De vez en cuando, mis paseos por la ciudad acaban en mi Plaza Mayor, vuelvo al recuerdo de aquellos cuatro bancos de madera que eran el asiento de respetuosas personas mayores, desde donde tomaban el sol o escuchaban cantar a los serenos antes de empezar la ronda de vigilancia nocturna, y de las cuatro farolas que alumbraban, con luz tenue y mortecina, los juegos de la chiquillería entre risas, llantos de peleas y chillidos por plaza y soportales. Pero, en estos meses de frío, los chicos éramos los únicos atrevidos a correr, en pantalón corto y tiritando de frío, por el cemento helado y resbaladizo de la plaza. Así, fomentábamos los sabañones; mientras los mayores, en el brasero, activaban cabrillas y jugaban al tute.

Hoy, con un sol otoñal, que calienta mis viejos huesos de anciano, tomo asiento en uno de los bancos de diseño que rodean el mosaico del Escudo de la Ciudad y rememoro el antiguo espacio de mis juegos infantiles. En mi interior, veo y oigo vocear y gritar a cada uno con su manera peculiar: Mi primo Felipe, Felipe Blanco, Filucho Valbuena, con su especial y aflautado timbre de voz, Filucho el del figón, Boni, Manolo, José Luis... Allí están todos corriendo entre las farolas y los bancos, jugando al toro en la argolla del Ayuntamiento, dando pelotazos a las paredes de los soportales, correteando por los jardines, jugando a las bolas en los huecos de las piedras del Pórtico de la Adoración, saltando a por los almendrucos del huerto de don Elías.

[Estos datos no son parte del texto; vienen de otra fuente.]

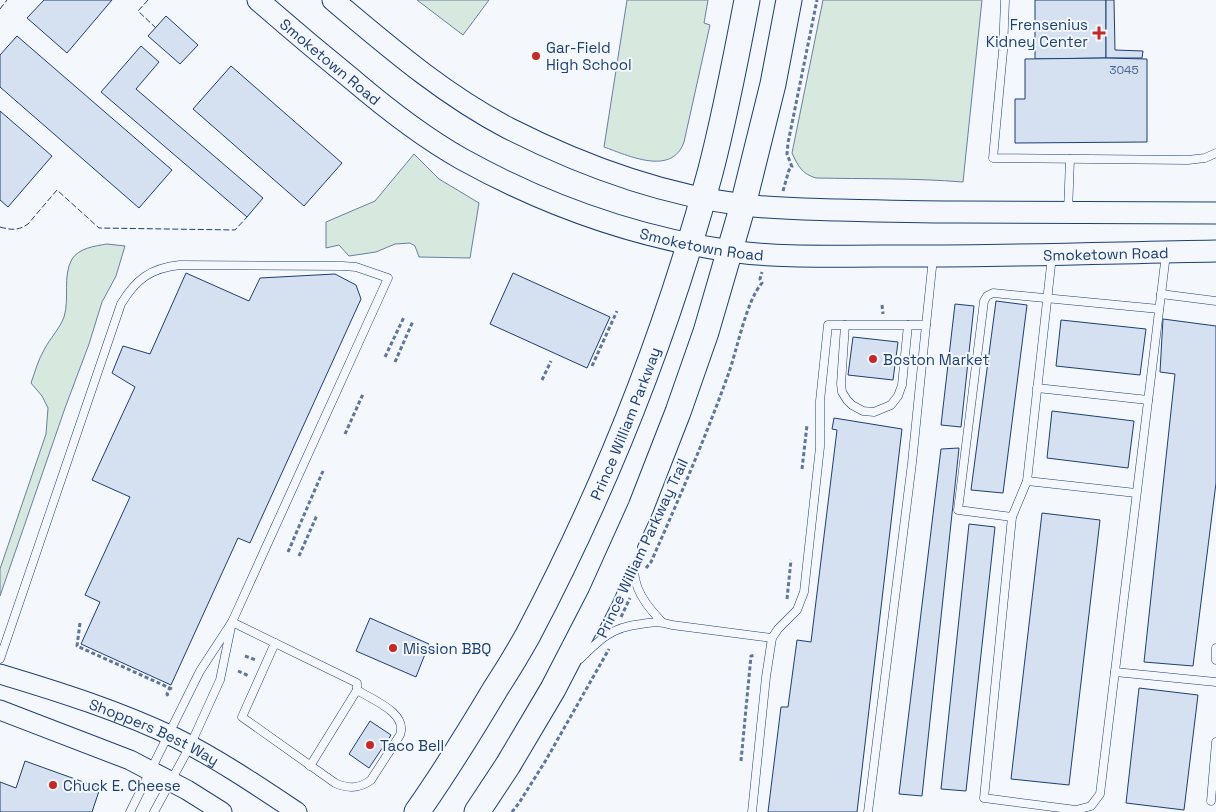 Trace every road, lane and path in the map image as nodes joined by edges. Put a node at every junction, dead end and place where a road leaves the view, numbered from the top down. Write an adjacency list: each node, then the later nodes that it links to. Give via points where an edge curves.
1 (258, 0): 14 (main road, Smoketown Road, via 389,110 460,158 560,206 634,231)
2 (333, 0): 10 (main road, via 418,71 508,127 606,170)
3 (748, 0): 10 (highway, Prince William Parkway)
4 (788, 0): 11 (highway, via 773,84)
5 (816, 0): 9 (path, via 788,143 787,154 792,167)
6 (1005, 0): 8 (lane, via 993,158)
7 (1216, 153): 8 (lane, via 1188,160)
8 (1070, 159): 12 (lane)
9 (789, 170)
10 (703, 198): 11 (main road); 14 (highway, Prince William Parkway)
11 (742, 205): 12 (main road, via 787,209); 15 (highway)
12 (1068, 213): 13 (main road)
13 (1216, 213)
14 (688, 244): 15 (main road, Smoketown Road); 86 (highway, Prince William Parkway, via 646,374 576,538 527,636)
15 (730, 251): 19 (main road, Smoketown Road, via 766,255); 51 (highway, via 706,332)
16 (1216, 251): 17 (main road, Smoketown Road)
17 (1166, 252): 18 (main road, Smoketown Road); 21 (lane)
18 (1052, 254): 19 (main road, Smoketown Road); 22 (lane)
19 (933, 256): 32 (lane)
20 (760, 279): 55 (path, Prince William Parkway Trail, via 762,283 754,295 705,435 654,554)
21 (1161, 294): 23 (lane); 25 (lane)
22 (1048, 298): 25 (lane); 38 (lane); 50 (lane, via 993,293 984,301 958,510)
23 (1216, 301)
24 (882, 305): 28 (path)
25 (1159, 309): 40 (lane)
26 (616, 311): 36 (path)
27 (404, 317): 33 (path)
28 (883, 318)
29 (413, 321): 35 (path)
30 (845, 325): 31 (lane); 31 (lane, via 842,392 852,405 874,412 891,405 900,391); 61 (lane, via 828,325 820,401 820,447 803,596 797,610)
31 (908, 325): 32 (lane)
32 (926, 325): 90 (lane)
33 (385, 357)
34 (551, 360): 37 (path)
35 (395, 362)
36 (592, 366)
37 (542, 380)
38 (1037, 388): 40 (lane); 45 (lane)
39 (363, 394): 42 (path)
40 (1148, 400): 48 (lane)
41 (807, 425): 43 (path)
42 (345, 434)
43 (802, 469)
44 (323, 471): 47 (path)
45 (1027, 481): 48 (lane); 50 (lane)
46 (308, 488): 47 (path)
47 (314, 491): 52 (path)
48 (1136, 493): 67 (lane)
49 (317, 515): 53 (path)
50 (1012, 517): 67 (lane, via 984,798 1076,810 1090,806 1100,794)
51 (633, 525): 55 (lane); 69 (highway)
52 (288, 552)
53 (299, 556)
54 (791, 560): 56 (path)
55 (636, 585): 57 (lane, via 642,600); 60 (path, Prince William Parkway Trail)
56 (787, 599)
57 (661, 621): 60 (lane); 61 (lane)
58 (232, 622): 62 (lane); 65 (lane, via 388,278 343,266 180,266 153,272 140,280 121,304); 74 (lane, via 200,671); 76 (lane, via 220,680)
59 (80, 623): 72 (path, via 77,646 171,688)
60 (614, 630): 69 (lane, via 594,644); 88 (path, Prince William Parkway Trail, via 606,645 610,649)
61 (772, 638): 89 (lane)
62 (275, 643): 71 (lane, via 358,683); 78 (lane, via 242,718)
63 (1216, 648): 66 (lane)
64 (756, 655): 77 (path, via 751,656)
65 (0, 659)
66 (1216, 660)
67 (1115, 672): 70 (lane)
68 (0, 674): 74 (street, Shoppers Best Way, via 63,693)
69 (557, 681): 87 (highway)
70 (1216, 682)
71 (357, 690): 78 (lane); 78 (lane, via 394,712 402,723 400,735 371,780 364,785 344,787)
72 (168, 696)
73 (0, 710): 79 (street)
74 (169, 735): 76 (street, Shoppers Best Way); 79 (lane)
75 (1216, 742): 81 (lane)
76 (190, 746): 80 (lane); 85 (street, Shoppers Best Way)
77 (741, 761)
78 (310, 766)
79 (151, 770): 80 (street); 82 (lane)
80 (171, 781): 83 (lane); 84 (street)
81 (1211, 801)
82 (130, 812)
83 (154, 812)
84 (222, 812)
85 (297, 812)
86 (417, 812)
87 (477, 812)
88 (512, 812)
89 (752, 812)
90 (868, 812)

En este trance don Elías y San Juan toman vida en mis memorias y ahí estoy de chico, de rodillas, ayudando a misa, (Ad Deum qui lætificat juventutem meam), tocando la campanilla en el crucial y emotivo momento del alzamiento, ante aquel artilugio neogótico de madera que era altar, sagrario y expositor.

Con el pensamiento, voy recorriendo la iglesia, aquel templo tan diferente al acondicionado de hoy día. Recuerdo: El pequeño y precioso retablo de la Casulla de san Idelfonso, rezumando humedad, con esa predela de los apóstoles, pintada por una mano más que genial, se decía que era obra del «Divino» Morales; la sacristía, aquel habitáculo pegado a la puerta norte, con las enormes cajoneras de nogal, para guardar casullas, albas y demás prendas de culto, con unos arcones laterales donde se guardaban las formas, el vino y nos sentábamos los monaguillos esperando los actos litúrgicos antes de vestirnos con el roquete; y, entre el retablo y la sacristía, la puerta de la angosta escalera de caracol que sube al campanario, donde las campanas, hoy mudas, eran nuestro método para comunicar a la población la alegría y la tristeza de los sucesos ciudadanos, dando toques de gloria y toques de agonía, matizando si era para hombre, mujer o párvulo; y el coro con un enorme facistol y dos preciosos escaños, para asiento de cantores, uno a cada lado, y el Cristo gótico, que hoy preside los cultos, arrumbado en un lateral como el Crucificado de Marcelino Pan y Vino; y mi sitio predilecto para meditar, el escaño al lado del confesionario de don Elías, junto a las rejas emplomadas del baptisterio, en la penumbra del templo, un lugar para estar solo, sin dudar, una de mis manías preferidas.

En cierta ocasión pregunté a don Elías por una estatuilla de la hornacina cercana a la sacristía, me sorprendió cuando me dijo que era san Luis rey de Francia. No comprendía por qué un rey de Francia, por muy santo que fuera, estuviera junto a san Isidro y san Roque, hasta que en clase de literatura, en el Colegio Virgen de la Vega, con la genial profesora doña Paquita, conocí el poema del duque de Rivas «Un castellano leal», dejó de ser un misterio y entendí que fue en Benavente donde se instaló el duque de Borbón con sus santos; y creí ver en una de las figuras del deteriorado fresco de la Piedad, de la nave sur, la representación del conde de Benavente y el Borbón.

El tiempo se nos ha ido llevando todo y a todos. ¡No queda nada! Ya, únicamente, sobreviven las vagas remembranzas de algún añoso longevo.